Photo by Anthony MairThe fresh and tangy Maryland lump crab cocktail.

The Liberace Museum’s recent closing made me nostalgic for a brush with Old Vegas. “I’ll be seeing you,” his theme song went, “in all the old familiar places.”

Dinner at Michael’s at the South Point hotel-casino seemed like the perfect place. The restaurant moved lock, stock and barrel from its former home down the Strip at the Barbary Coast, where it operated for more than 25 years. But nothing else has changed: the red velvet walls, Tiffany skylight, the staff led by José Martel and his team of tuxedoed waiters, and certainly not the menu.

So when I told a fellow food journalist in New York I was going to be eating sautéed fresh mushrooms a la crème, Dover sole and Cherries Jubilee for dinner, the response was a gasp. “I don’t think there’s any restaurant in New York still doing that stuff,” she told me.

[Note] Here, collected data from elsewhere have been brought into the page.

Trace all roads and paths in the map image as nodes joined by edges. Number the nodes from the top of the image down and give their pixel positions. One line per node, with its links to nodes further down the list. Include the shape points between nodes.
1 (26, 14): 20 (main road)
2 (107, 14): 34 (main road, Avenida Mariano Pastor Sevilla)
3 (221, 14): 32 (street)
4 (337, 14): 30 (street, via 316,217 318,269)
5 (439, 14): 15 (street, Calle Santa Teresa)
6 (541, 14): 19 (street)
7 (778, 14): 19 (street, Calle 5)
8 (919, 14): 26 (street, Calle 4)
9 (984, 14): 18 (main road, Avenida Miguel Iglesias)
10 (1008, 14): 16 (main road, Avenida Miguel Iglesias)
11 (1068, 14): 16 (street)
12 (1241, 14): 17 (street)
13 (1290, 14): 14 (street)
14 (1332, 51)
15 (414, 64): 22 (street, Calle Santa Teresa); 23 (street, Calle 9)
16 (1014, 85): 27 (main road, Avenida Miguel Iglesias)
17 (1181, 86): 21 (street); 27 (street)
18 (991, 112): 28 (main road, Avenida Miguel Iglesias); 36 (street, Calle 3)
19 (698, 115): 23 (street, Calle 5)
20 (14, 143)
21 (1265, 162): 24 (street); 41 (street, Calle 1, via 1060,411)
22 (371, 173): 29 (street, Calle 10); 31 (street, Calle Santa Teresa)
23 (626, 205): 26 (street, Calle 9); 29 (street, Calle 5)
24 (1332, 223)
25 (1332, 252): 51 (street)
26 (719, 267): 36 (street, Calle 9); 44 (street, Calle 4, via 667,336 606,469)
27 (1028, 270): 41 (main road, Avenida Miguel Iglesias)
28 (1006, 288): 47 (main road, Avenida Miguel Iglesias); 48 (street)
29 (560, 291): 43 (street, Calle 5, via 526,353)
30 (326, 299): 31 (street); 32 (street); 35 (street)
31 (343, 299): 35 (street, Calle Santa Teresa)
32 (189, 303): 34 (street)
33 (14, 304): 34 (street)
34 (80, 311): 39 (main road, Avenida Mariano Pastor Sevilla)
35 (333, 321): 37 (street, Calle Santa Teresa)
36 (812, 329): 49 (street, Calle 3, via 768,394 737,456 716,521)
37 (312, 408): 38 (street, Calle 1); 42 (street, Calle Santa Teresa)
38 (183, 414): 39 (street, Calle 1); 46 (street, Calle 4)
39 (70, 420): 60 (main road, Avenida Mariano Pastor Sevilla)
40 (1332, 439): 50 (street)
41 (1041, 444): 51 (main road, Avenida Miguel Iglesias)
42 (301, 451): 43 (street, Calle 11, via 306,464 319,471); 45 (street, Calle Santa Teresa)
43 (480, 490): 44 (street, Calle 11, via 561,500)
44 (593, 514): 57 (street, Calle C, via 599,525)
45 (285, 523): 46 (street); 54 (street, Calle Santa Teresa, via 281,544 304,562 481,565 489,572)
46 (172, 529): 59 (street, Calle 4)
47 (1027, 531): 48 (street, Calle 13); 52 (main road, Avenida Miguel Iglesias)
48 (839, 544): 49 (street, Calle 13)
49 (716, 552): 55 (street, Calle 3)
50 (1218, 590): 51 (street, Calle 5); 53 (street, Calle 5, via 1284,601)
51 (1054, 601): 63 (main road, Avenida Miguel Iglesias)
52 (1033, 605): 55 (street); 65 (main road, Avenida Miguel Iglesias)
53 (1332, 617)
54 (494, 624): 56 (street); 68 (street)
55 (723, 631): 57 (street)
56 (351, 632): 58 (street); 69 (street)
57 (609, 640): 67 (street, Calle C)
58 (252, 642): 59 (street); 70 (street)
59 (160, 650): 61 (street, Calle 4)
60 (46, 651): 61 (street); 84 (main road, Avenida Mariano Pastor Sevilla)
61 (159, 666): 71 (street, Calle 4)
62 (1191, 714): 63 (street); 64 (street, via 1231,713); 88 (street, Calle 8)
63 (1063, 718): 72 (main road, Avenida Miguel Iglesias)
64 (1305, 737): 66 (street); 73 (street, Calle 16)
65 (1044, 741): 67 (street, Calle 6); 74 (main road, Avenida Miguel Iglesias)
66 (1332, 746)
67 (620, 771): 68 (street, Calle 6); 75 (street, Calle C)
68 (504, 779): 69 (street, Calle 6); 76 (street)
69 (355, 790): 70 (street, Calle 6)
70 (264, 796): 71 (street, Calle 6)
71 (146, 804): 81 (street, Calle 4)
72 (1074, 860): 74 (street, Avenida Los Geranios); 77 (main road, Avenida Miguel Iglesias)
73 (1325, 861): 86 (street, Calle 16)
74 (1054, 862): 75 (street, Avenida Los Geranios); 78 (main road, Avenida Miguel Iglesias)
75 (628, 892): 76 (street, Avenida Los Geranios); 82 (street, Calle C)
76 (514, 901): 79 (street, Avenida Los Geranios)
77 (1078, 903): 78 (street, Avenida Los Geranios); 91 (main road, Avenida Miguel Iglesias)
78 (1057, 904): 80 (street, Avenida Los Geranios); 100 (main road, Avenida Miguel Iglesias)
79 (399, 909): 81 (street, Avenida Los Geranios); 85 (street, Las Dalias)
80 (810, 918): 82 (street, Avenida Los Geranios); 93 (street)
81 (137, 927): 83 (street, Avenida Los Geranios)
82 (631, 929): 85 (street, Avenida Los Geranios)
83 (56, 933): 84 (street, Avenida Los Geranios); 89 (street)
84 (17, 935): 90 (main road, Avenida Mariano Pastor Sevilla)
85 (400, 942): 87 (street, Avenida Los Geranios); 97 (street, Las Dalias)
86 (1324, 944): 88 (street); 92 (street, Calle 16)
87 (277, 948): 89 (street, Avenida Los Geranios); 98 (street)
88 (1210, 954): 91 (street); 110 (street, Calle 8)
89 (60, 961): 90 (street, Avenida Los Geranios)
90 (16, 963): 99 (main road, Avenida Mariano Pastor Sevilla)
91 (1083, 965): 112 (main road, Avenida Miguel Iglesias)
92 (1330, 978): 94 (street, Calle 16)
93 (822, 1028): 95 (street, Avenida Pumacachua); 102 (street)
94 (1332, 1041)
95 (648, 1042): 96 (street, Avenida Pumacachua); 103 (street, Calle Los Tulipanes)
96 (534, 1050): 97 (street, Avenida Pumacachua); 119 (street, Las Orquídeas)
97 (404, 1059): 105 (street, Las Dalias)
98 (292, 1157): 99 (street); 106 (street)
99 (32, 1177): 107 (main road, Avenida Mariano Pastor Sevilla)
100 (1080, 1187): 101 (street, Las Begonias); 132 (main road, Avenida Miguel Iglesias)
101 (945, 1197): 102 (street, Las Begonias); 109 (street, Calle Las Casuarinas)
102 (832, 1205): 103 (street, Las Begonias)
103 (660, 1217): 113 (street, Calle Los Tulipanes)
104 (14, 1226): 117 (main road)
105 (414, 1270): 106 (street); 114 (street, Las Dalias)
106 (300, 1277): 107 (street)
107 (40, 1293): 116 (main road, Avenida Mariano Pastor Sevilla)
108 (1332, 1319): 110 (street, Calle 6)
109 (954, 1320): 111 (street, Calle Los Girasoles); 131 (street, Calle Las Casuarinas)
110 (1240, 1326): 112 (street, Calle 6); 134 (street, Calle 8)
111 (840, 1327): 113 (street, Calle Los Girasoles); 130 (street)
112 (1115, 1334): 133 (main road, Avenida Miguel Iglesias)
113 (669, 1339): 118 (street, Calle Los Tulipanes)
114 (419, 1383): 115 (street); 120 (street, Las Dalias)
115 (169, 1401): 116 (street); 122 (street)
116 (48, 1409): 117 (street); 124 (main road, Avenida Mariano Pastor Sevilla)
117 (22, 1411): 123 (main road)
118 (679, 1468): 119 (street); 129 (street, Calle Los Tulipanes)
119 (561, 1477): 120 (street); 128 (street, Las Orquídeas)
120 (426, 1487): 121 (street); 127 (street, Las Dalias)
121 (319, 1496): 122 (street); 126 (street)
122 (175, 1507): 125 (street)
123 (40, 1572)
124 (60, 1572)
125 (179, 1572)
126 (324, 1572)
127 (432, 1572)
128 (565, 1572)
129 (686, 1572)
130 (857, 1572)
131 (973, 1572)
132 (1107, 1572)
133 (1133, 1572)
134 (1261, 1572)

I’m happy to report that dinner at Michael’s is still first-rate. The one problem I have is the prices. Veal Francaise, a relic composed of veal in an egg batter, is well over $70, as are a good number of the entrées. Caesar salad is $25, which is outrageous for leaves and condiments, in spite of it being mixed with a flourish tableside.

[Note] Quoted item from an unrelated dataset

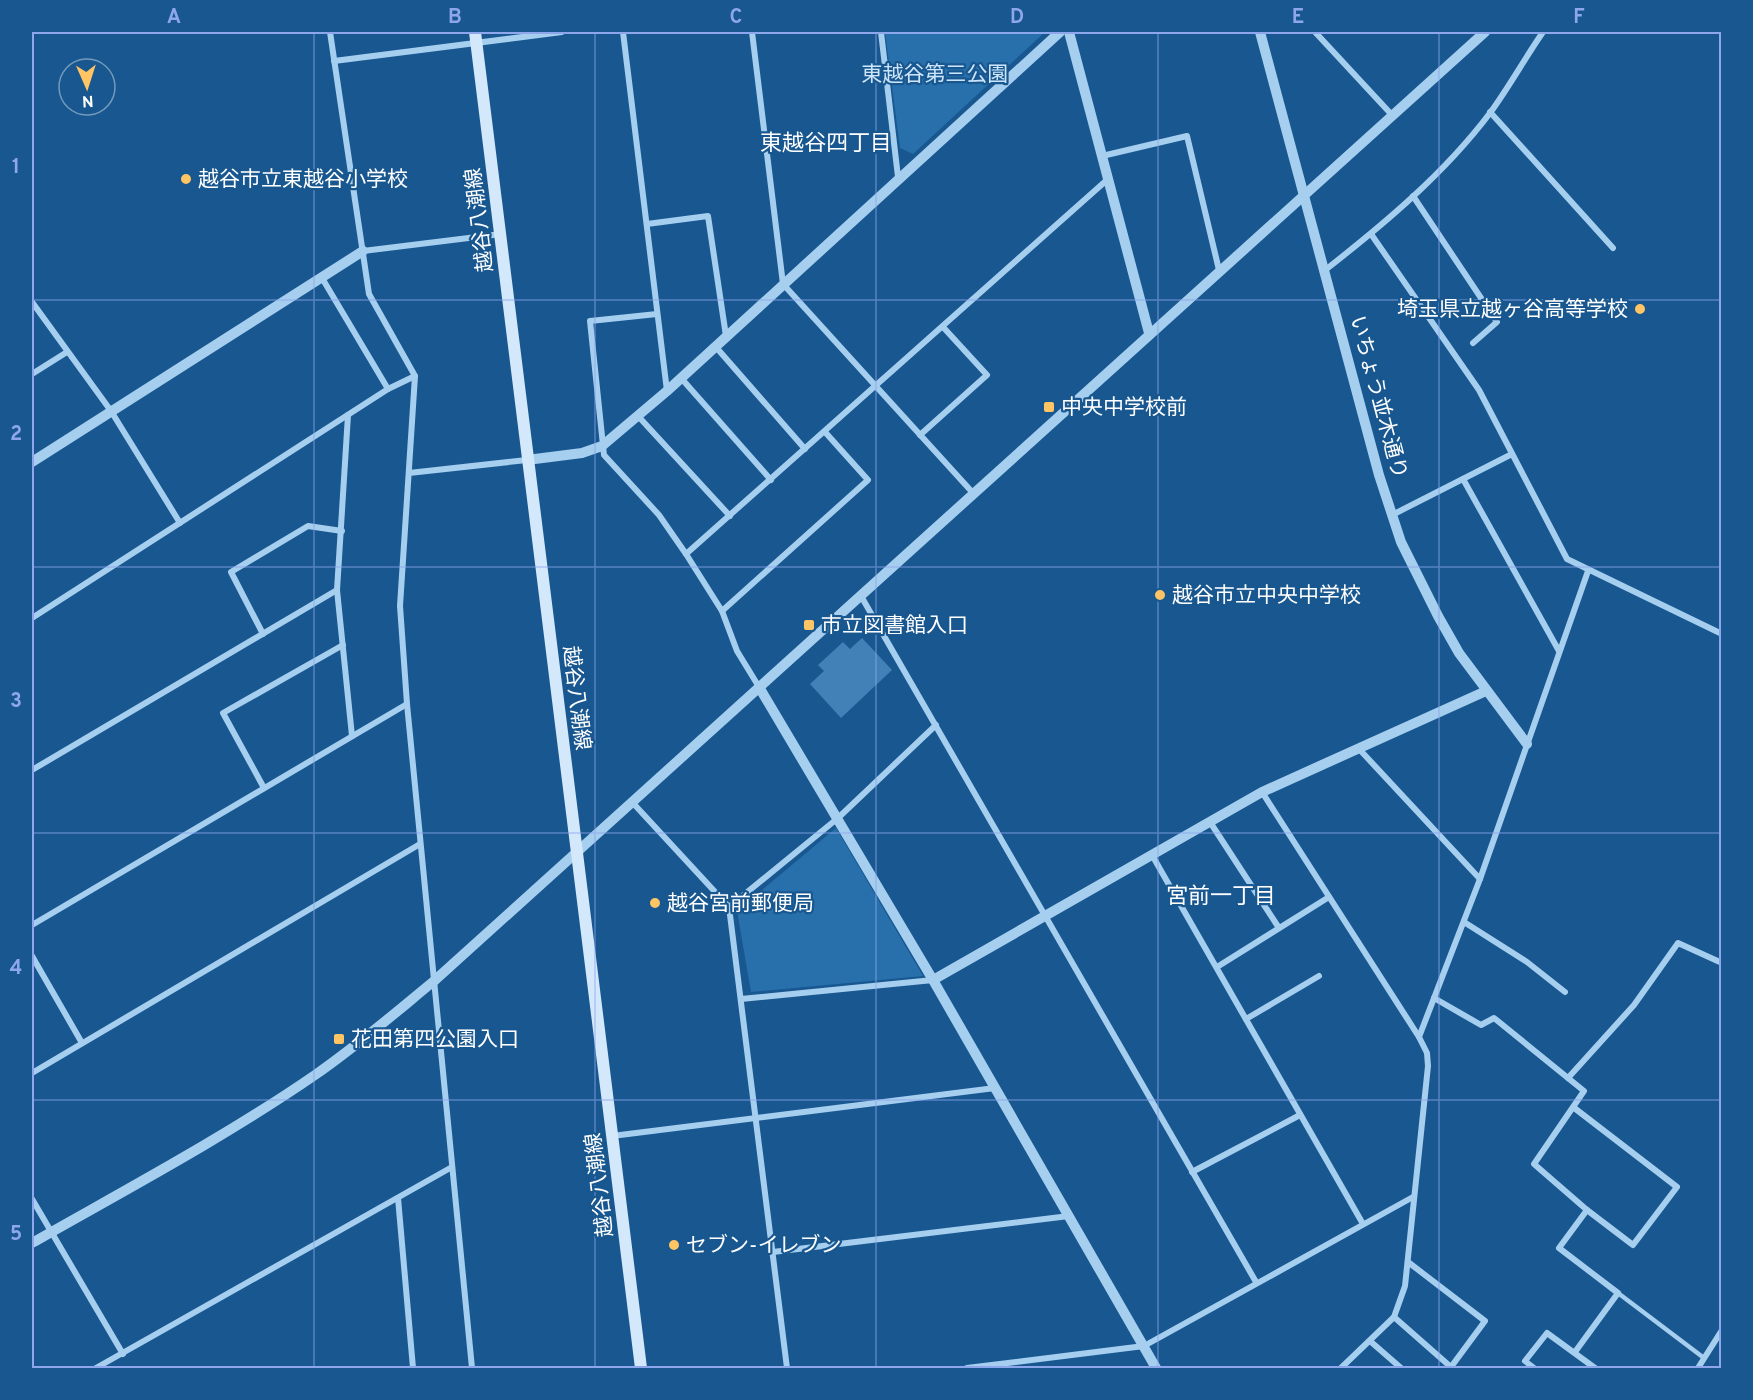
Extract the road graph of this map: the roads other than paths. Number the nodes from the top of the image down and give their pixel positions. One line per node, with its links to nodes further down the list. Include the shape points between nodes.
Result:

And although the service is elegant, attentive and knowledgeable to the point of waiters being as close to mind readers as humanly possible, a meal at Michael’s is only justifiable on super special occasions, or if an expense account is involved.

That said, I liked almost everything I ate here. I requested my Caesar light on lemon juice, heavy on Worcestershire, and got what I asked for. The complimentary relish tray, a lazy Susan, is terrific; the pickled cauliflower and sun-dried tomatoes being two highlights. Meals begin with a basket of tiny pumpernickel cheese toast, which is also free.

Most of the classic continental dishes are done well. The onion soup gratinée is properly beefy and rich. Maryland lump crab cocktail has a tangy house cocktail sauce, and the meat is fresh and flaky. Michael’s creamed corn, a vegetable side dish, is a must. (Just remember that all items on this menu are a la carte and you won’t need smelling salts at check time.)

The Dover sole ($88), expertly boned, is the best in the city. Petite filet mignon ($68) is a good piece of beef, but you can do better farther up the Strip for a lot less, without the tired mushroom cap employed here. In between the appetizer and the entrée, you’ll get a tiny palate cleanser, a little sorbet. It’s another of the many nice touches here.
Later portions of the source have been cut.